» RECORDS FOR THIS EXERCISE
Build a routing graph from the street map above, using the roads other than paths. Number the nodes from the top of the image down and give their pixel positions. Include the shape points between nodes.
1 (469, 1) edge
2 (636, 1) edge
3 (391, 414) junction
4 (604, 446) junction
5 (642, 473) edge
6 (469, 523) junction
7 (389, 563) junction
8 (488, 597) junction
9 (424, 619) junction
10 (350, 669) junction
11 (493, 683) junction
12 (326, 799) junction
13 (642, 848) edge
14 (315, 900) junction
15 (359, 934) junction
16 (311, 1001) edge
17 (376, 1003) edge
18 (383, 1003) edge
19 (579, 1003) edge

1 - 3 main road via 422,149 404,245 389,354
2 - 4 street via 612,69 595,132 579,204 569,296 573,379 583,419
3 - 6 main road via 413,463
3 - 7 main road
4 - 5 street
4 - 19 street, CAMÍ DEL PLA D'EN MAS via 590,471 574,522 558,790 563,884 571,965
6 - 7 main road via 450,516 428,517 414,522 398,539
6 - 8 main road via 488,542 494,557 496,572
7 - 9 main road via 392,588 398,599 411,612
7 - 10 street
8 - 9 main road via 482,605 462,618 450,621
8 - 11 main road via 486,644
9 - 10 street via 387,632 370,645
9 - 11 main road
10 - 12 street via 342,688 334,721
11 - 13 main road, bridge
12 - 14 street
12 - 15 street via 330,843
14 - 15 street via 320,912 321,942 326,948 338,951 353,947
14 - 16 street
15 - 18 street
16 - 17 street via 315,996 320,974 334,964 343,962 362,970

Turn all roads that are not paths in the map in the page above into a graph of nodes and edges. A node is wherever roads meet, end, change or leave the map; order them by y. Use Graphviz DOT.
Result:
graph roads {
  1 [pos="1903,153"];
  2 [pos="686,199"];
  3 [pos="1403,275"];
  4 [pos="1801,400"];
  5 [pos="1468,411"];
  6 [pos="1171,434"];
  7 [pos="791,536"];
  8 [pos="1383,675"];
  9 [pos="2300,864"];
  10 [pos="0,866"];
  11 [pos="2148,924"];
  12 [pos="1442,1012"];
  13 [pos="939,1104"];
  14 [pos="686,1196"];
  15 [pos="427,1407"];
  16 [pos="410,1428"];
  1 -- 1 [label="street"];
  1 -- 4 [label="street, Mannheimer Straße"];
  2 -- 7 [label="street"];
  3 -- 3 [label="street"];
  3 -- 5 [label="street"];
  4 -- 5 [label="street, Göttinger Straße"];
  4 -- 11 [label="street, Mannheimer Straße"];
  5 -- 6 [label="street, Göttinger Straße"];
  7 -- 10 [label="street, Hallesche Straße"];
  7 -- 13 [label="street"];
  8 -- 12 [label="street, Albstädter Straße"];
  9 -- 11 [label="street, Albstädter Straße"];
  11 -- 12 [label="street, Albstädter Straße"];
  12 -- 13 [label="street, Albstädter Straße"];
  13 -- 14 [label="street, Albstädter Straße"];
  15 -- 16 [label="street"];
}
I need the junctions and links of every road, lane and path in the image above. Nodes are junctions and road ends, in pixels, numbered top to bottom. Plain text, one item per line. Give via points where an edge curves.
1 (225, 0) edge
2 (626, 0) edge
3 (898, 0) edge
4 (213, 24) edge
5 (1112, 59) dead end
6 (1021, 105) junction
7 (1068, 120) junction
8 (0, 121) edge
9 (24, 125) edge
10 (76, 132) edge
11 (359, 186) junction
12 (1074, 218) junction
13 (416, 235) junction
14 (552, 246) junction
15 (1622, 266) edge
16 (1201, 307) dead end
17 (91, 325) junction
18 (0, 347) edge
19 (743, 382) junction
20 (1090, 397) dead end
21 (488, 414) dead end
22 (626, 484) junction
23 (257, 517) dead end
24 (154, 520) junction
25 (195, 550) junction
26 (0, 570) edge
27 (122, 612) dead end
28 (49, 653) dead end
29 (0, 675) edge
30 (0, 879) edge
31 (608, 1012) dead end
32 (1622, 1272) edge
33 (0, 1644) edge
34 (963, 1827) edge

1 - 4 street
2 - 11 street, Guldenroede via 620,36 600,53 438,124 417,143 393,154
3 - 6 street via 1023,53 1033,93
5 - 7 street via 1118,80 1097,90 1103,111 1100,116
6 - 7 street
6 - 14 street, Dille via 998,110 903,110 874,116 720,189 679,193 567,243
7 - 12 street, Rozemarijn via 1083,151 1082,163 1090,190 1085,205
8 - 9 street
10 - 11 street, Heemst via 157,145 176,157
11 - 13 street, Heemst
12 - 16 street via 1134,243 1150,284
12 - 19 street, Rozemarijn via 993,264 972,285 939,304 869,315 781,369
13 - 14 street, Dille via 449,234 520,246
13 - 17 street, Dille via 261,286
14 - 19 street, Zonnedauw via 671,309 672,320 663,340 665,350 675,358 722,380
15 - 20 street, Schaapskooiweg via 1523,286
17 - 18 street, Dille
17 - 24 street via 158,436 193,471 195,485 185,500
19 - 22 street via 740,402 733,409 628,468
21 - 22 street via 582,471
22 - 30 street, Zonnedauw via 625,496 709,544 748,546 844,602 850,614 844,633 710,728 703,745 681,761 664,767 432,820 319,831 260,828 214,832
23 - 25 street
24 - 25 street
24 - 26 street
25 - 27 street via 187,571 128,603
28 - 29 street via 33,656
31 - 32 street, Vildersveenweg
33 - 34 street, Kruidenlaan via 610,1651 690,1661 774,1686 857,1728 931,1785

» REQUIRED ACTION
The result should be every line of the material that contains the word "dead", so copy those lines.

» WRITTEN REPLY
5 (1112, 59) dead end
16 (1201, 307) dead end
20 (1090, 397) dead end
21 (488, 414) dead end
23 (257, 517) dead end
27 (122, 612) dead end
28 (49, 653) dead end
31 (608, 1012) dead end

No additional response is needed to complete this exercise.